**Task to carry out:** Nothing but the text of the listing, repeated exactly, belongs in the answer; leave the images out.

**Listed entries:**

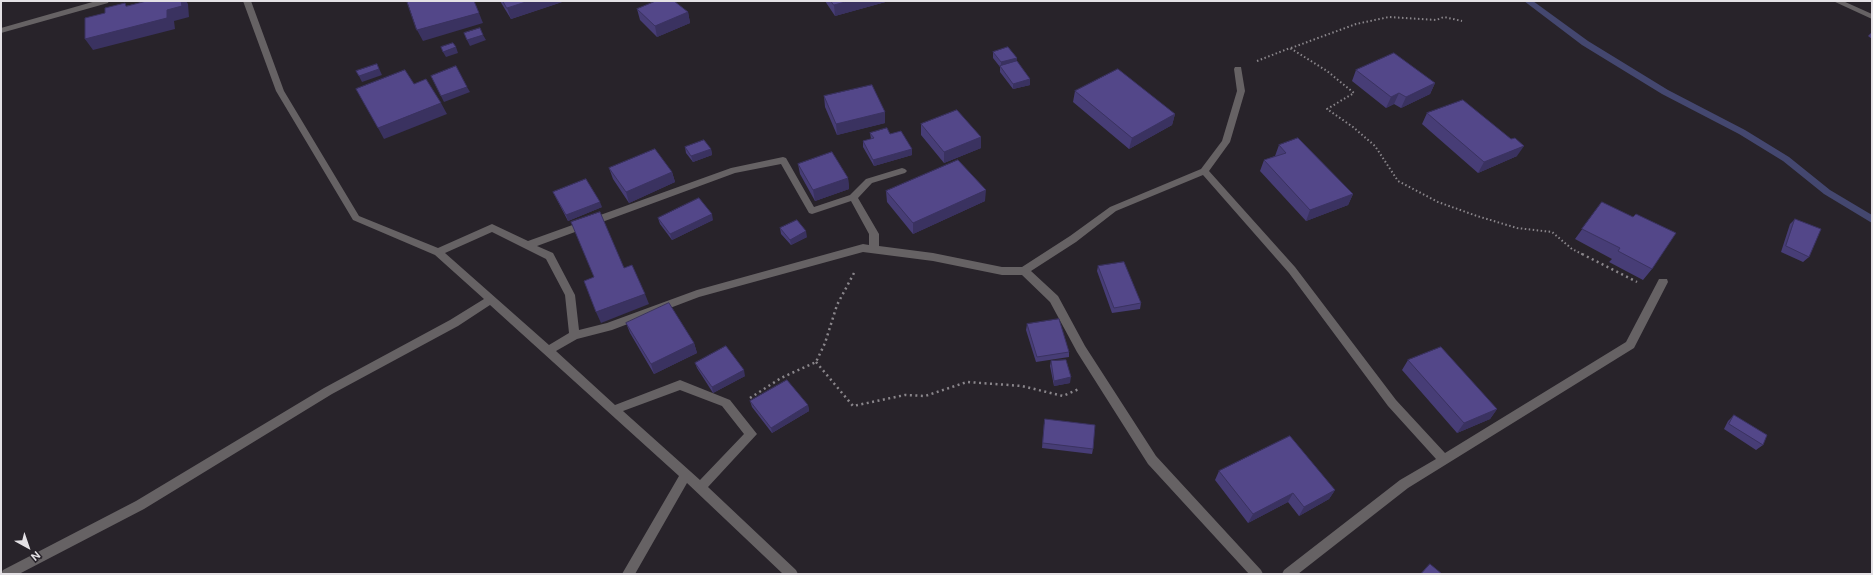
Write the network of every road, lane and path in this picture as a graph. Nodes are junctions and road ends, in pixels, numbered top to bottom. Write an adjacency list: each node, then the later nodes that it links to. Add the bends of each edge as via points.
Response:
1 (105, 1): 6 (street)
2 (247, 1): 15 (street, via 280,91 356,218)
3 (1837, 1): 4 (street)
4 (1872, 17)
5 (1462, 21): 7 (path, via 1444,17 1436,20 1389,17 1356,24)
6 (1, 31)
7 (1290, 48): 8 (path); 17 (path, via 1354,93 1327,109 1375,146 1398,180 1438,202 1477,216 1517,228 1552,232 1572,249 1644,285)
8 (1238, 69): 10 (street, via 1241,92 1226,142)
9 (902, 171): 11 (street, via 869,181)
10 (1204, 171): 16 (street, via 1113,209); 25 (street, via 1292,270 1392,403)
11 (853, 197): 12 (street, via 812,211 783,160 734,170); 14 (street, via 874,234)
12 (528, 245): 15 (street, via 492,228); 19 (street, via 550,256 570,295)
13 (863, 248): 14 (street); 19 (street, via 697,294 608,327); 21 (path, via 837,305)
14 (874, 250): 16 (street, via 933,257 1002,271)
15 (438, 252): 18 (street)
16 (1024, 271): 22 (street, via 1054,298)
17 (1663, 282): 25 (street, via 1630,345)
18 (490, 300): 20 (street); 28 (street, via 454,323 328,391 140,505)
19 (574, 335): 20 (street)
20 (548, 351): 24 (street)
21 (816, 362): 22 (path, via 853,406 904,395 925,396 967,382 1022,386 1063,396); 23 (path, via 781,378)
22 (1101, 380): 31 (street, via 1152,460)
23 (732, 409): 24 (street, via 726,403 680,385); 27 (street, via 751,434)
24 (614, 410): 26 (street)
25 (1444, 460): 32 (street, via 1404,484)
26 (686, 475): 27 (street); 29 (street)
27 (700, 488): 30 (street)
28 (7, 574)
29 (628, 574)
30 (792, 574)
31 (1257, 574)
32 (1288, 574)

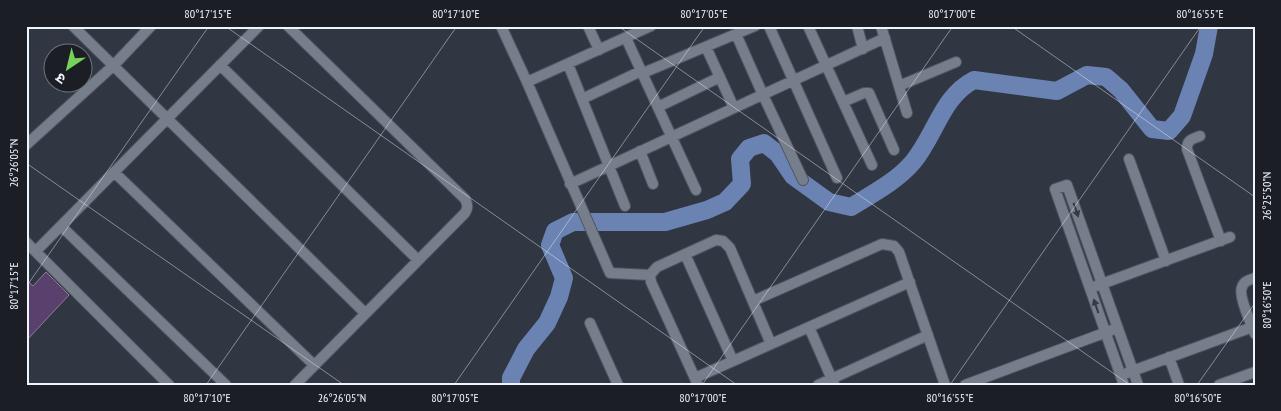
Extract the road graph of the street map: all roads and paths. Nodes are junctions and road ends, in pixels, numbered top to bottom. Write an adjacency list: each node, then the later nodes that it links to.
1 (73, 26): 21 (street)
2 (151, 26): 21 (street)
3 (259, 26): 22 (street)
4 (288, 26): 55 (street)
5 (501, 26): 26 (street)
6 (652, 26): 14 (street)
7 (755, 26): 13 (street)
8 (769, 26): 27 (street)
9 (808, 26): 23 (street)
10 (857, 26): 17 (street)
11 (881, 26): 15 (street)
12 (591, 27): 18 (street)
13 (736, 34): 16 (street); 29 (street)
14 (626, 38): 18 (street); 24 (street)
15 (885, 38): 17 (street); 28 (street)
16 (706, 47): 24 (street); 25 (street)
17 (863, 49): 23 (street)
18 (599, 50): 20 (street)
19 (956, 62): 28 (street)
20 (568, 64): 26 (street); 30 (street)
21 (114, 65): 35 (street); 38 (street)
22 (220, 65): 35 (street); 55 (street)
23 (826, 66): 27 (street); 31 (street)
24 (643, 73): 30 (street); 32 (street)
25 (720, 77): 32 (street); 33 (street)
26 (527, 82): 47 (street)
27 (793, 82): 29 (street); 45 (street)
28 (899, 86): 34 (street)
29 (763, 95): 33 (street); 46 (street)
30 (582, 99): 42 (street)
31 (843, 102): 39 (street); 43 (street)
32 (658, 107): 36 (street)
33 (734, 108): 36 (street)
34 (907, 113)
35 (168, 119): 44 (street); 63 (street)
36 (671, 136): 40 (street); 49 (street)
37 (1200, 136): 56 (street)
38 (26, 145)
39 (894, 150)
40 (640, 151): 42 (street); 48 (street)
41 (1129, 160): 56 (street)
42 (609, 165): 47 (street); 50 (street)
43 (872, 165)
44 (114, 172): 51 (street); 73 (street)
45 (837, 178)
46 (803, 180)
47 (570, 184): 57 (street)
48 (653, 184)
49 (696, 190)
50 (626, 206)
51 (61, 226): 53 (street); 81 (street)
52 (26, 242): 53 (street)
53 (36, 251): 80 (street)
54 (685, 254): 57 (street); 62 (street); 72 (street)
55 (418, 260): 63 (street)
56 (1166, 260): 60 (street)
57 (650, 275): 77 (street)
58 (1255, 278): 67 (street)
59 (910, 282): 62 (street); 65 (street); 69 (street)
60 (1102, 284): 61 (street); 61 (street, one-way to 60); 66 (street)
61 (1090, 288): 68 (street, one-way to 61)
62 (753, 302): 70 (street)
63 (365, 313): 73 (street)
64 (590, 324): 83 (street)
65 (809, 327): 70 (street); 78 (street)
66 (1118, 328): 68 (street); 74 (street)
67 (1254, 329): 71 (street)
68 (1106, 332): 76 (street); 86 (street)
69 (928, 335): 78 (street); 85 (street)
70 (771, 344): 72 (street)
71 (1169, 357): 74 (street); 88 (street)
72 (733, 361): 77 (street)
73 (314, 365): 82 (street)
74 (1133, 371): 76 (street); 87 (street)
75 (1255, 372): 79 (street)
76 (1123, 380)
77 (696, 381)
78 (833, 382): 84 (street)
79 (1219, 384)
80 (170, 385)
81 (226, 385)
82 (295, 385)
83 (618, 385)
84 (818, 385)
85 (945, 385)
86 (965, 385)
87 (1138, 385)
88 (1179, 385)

**Answer box:**
Write the network of every road, lane and path in this picture as a graph. Nodes are junctions and road ends, in pixels, numbered top to bottom. Write an adjacency list: each node, then the later nodes that it links to. Add the bends of each edge as via points.
Response:
1 (105, 1): 6 (street)
2 (247, 1): 15 (street, via 280,91 356,218)
3 (1837, 1): 4 (street)
4 (1872, 17)
5 (1462, 21): 7 (path, via 1444,17 1436,20 1389,17 1356,24)
6 (1, 31)
7 (1290, 48): 8 (path); 17 (path, via 1354,93 1327,109 1375,146 1398,180 1438,202 1477,216 1517,228 1552,232 1572,249 1644,285)
8 (1238, 69): 10 (street, via 1241,92 1226,142)
9 (902, 171): 11 (street, via 869,181)
10 (1204, 171): 16 (street, via 1113,209); 25 (street, via 1292,270 1392,403)
11 (853, 197): 12 (street, via 812,211 783,160 734,170); 14 (street, via 874,234)
12 (528, 245): 15 (street, via 492,228); 19 (street, via 550,256 570,295)
13 (863, 248): 14 (street); 19 (street, via 697,294 608,327); 21 (path, via 837,305)
14 (874, 250): 16 (street, via 933,257 1002,271)
15 (438, 252): 18 (street)
16 (1024, 271): 22 (street, via 1054,298)
17 (1663, 282): 25 (street, via 1630,345)
18 (490, 300): 20 (street); 28 (street, via 454,323 328,391 140,505)
19 (574, 335): 20 (street)
20 (548, 351): 24 (street)
21 (816, 362): 22 (path, via 853,406 904,395 925,396 967,382 1022,386 1063,396); 23 (path, via 781,378)
22 (1101, 380): 31 (street, via 1152,460)
23 (732, 409): 24 (street, via 726,403 680,385); 27 (street, via 751,434)
24 (614, 410): 26 (street)
25 (1444, 460): 32 (street, via 1404,484)
26 (686, 475): 27 (street); 29 (street)
27 (700, 488): 30 (street)
28 (7, 574)
29 (628, 574)
30 (792, 574)
31 (1257, 574)
32 (1288, 574)

Extract the road graph of the street map: all roads and paths. Nodes are junctions and road ends, in pixels, numbered top to bottom. Write an adjacency list: each node, then the later nodes that it links to.
1 (73, 26): 21 (street)
2 (151, 26): 21 (street)
3 (259, 26): 22 (street)
4 (288, 26): 55 (street)
5 (501, 26): 26 (street)
6 (652, 26): 14 (street)
7 (755, 26): 13 (street)
8 (769, 26): 27 (street)
9 (808, 26): 23 (street)
10 (857, 26): 17 (street)
11 (881, 26): 15 (street)
12 (591, 27): 18 (street)
13 (736, 34): 16 (street); 29 (street)
14 (626, 38): 18 (street); 24 (street)
15 (885, 38): 17 (street); 28 (street)
16 (706, 47): 24 (street); 25 (street)
17 (863, 49): 23 (street)
18 (599, 50): 20 (street)
19 (956, 62): 28 (street)
20 (568, 64): 26 (street); 30 (street)
21 (114, 65): 35 (street); 38 (street)
22 (220, 65): 35 (street); 55 (street)
23 (826, 66): 27 (street); 31 (street)
24 (643, 73): 30 (street); 32 (street)
25 (720, 77): 32 (street); 33 (street)
26 (527, 82): 47 (street)
27 (793, 82): 29 (street); 45 (street)
28 (899, 86): 34 (street)
29 (763, 95): 33 (street); 46 (street)
30 (582, 99): 42 (street)
31 (843, 102): 39 (street); 43 (street)
32 (658, 107): 36 (street)
33 (734, 108): 36 (street)
34 (907, 113)
35 (168, 119): 44 (street); 63 (street)
36 (671, 136): 40 (street); 49 (street)
37 (1200, 136): 56 (street)
38 (26, 145)
39 (894, 150)
40 (640, 151): 42 (street); 48 (street)
41 (1129, 160): 56 (street)
42 (609, 165): 47 (street); 50 (street)
43 (872, 165)
44 (114, 172): 51 (street); 73 (street)
45 (837, 178)
46 (803, 180)
47 (570, 184): 57 (street)
48 (653, 184)
49 (696, 190)
50 (626, 206)
51 (61, 226): 53 (street); 81 (street)
52 (26, 242): 53 (street)
53 (36, 251): 80 (street)
54 (685, 254): 57 (street); 62 (street); 72 (street)
55 (418, 260): 63 (street)
56 (1166, 260): 60 (street)
57 (650, 275): 77 (street)
58 (1255, 278): 67 (street)
59 (910, 282): 62 (street); 65 (street); 69 (street)
60 (1102, 284): 61 (street); 61 (street, one-way to 60); 66 (street)
61 (1090, 288): 68 (street, one-way to 61)
62 (753, 302): 70 (street)
63 (365, 313): 73 (street)
64 (590, 324): 83 (street)
65 (809, 327): 70 (street); 78 (street)
66 (1118, 328): 68 (street); 74 (street)
67 (1254, 329): 71 (street)
68 (1106, 332): 76 (street); 86 (street)
69 (928, 335): 78 (street); 85 (street)
70 (771, 344): 72 (street)
71 (1169, 357): 74 (street); 88 (street)
72 (733, 361): 77 (street)
73 (314, 365): 82 (street)
74 (1133, 371): 76 (street); 87 (street)
75 (1255, 372): 79 (street)
76 (1123, 380)
77 (696, 381)
78 (833, 382): 84 (street)
79 (1219, 384)
80 (170, 385)
81 (226, 385)
82 (295, 385)
83 (618, 385)
84 (818, 385)
85 (945, 385)
86 (965, 385)
87 (1138, 385)
88 (1179, 385)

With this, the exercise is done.